> Material for the task:

· · · · ·

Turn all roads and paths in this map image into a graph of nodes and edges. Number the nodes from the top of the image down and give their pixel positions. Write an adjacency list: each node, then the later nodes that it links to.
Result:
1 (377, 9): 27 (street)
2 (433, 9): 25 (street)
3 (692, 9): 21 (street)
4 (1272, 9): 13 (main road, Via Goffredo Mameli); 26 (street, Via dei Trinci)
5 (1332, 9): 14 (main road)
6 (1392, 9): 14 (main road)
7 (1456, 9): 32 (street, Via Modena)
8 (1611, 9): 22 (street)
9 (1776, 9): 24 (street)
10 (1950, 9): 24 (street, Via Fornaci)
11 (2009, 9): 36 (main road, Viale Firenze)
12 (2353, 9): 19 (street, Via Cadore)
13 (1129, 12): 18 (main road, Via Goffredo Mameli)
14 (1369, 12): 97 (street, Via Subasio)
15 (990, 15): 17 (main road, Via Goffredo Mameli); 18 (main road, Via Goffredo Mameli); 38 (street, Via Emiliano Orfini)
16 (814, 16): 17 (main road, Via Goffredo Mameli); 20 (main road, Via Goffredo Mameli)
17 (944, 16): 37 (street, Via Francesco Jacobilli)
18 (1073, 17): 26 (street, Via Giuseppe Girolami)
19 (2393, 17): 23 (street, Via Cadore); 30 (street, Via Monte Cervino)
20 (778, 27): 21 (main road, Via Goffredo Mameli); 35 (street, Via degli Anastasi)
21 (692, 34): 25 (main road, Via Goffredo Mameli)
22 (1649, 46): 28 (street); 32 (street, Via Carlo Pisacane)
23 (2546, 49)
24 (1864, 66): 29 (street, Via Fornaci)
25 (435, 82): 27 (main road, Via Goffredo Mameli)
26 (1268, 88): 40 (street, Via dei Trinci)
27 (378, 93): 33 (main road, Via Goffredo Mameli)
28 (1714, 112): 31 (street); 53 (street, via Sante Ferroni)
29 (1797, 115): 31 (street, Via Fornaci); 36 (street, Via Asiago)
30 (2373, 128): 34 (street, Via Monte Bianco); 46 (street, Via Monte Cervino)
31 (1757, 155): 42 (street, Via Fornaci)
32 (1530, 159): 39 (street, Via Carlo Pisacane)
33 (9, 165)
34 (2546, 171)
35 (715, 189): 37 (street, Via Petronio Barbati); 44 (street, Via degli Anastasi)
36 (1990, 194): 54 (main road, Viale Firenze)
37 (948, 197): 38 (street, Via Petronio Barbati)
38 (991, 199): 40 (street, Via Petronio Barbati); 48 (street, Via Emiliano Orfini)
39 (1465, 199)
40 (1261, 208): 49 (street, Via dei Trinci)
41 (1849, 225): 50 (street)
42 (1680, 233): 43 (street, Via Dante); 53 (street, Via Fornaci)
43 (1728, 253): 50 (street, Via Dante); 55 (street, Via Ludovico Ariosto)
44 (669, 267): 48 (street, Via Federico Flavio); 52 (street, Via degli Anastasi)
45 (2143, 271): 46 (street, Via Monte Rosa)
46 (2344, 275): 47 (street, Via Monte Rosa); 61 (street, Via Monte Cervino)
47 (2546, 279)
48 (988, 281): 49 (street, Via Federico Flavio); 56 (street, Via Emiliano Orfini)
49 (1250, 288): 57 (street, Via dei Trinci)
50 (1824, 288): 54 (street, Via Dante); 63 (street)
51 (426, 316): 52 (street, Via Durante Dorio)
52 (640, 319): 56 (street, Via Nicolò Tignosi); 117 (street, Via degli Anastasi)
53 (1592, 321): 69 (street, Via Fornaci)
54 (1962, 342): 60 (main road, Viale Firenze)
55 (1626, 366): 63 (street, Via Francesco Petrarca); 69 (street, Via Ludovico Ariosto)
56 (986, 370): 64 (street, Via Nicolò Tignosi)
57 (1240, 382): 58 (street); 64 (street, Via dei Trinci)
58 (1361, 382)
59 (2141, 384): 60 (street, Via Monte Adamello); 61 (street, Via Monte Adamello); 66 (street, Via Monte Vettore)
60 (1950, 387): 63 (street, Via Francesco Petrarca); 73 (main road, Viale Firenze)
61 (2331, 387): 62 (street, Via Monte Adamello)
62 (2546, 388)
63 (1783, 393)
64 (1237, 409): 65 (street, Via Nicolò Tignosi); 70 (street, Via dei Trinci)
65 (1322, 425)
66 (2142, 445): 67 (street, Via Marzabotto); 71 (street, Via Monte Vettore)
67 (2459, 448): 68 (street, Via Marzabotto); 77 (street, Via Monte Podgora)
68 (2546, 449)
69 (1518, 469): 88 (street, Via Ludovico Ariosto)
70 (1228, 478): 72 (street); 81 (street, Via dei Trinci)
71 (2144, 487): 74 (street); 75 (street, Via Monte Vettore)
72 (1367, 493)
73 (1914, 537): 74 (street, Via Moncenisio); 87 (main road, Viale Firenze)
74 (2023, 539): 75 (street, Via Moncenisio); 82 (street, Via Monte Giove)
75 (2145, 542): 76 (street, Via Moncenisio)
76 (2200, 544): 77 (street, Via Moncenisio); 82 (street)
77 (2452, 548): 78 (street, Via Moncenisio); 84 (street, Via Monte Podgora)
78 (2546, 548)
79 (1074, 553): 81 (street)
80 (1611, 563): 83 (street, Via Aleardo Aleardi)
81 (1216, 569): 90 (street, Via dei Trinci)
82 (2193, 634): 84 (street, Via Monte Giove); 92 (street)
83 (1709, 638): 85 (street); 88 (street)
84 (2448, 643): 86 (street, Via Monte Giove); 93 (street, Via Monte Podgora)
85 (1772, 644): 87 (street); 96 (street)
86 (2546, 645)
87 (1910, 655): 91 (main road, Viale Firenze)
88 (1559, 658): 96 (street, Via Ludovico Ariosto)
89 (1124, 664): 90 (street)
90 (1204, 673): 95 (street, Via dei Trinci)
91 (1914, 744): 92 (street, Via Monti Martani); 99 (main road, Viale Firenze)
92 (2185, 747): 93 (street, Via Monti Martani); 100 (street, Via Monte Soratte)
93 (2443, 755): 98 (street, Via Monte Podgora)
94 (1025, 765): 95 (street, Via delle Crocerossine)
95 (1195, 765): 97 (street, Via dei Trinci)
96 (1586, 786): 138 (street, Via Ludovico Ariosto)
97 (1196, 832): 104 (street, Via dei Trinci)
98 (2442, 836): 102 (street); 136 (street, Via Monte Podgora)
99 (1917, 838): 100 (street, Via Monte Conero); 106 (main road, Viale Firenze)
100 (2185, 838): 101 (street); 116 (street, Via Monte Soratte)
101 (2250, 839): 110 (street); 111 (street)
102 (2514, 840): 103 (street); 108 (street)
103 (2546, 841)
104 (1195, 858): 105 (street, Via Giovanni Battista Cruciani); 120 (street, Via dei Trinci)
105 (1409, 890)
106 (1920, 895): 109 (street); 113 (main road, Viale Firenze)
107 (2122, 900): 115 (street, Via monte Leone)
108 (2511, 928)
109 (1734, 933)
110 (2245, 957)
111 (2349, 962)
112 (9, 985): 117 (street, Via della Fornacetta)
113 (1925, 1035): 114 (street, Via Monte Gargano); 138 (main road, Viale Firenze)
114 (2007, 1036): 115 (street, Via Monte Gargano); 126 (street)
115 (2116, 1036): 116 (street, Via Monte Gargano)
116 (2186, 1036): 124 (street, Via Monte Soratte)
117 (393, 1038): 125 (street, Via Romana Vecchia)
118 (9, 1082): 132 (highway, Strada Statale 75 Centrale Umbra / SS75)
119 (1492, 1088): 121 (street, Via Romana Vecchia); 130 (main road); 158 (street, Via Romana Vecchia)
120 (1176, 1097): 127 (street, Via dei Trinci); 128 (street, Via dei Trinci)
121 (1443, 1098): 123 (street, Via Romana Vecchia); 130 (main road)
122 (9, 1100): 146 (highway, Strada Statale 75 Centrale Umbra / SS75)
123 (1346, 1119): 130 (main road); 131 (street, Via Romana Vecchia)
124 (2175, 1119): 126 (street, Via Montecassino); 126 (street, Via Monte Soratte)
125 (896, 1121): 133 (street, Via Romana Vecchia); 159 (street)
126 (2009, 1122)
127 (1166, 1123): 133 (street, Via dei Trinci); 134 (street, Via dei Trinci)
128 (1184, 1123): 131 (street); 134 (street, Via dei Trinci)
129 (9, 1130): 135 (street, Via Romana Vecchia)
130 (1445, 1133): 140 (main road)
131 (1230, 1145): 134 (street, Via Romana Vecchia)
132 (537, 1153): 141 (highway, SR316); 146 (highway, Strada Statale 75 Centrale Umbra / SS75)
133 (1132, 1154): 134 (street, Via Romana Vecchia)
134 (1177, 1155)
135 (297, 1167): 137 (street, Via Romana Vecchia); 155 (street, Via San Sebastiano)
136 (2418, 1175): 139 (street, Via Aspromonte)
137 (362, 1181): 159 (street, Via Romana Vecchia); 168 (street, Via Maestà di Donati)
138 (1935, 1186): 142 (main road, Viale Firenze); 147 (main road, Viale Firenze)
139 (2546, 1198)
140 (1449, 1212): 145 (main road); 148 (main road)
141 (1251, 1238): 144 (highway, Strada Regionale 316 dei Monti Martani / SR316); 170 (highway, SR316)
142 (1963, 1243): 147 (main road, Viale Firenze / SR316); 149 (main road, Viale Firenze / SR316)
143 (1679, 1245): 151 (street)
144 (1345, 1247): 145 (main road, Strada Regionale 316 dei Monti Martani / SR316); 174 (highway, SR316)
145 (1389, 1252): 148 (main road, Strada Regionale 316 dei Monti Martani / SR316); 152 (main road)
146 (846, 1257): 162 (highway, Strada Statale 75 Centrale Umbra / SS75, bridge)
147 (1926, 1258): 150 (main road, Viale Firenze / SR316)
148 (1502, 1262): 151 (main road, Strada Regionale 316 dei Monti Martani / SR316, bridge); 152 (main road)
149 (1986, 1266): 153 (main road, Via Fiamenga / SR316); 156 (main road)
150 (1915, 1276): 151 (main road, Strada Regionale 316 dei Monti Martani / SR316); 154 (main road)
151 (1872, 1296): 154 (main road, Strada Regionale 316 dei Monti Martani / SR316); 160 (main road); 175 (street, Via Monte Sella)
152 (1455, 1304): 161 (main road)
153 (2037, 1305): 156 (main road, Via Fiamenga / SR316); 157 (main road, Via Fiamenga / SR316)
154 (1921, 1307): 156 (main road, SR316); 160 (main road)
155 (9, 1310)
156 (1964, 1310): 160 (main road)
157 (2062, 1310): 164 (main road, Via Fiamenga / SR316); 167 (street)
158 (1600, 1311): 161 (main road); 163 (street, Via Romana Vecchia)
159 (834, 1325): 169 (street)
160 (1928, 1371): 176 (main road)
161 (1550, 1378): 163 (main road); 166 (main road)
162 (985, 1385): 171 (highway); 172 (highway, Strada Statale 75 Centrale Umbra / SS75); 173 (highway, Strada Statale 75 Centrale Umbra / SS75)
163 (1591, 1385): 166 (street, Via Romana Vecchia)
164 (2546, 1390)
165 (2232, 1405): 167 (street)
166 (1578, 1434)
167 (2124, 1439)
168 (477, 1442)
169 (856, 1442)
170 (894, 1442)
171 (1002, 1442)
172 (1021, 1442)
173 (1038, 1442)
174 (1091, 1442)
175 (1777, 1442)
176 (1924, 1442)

· · · · ·

The answer is each line from the entries above in which the word "Cervino" occurs.

> Answer space:
19 (2393, 17): 23 (street, Via Cadore); 30 (street, Via Monte Cervino)
30 (2373, 128): 34 (street, Via Monte Bianco); 46 (street, Via Monte Cervino)
46 (2344, 275): 47 (street, Via Monte Rosa); 61 (street, Via Monte Cervino)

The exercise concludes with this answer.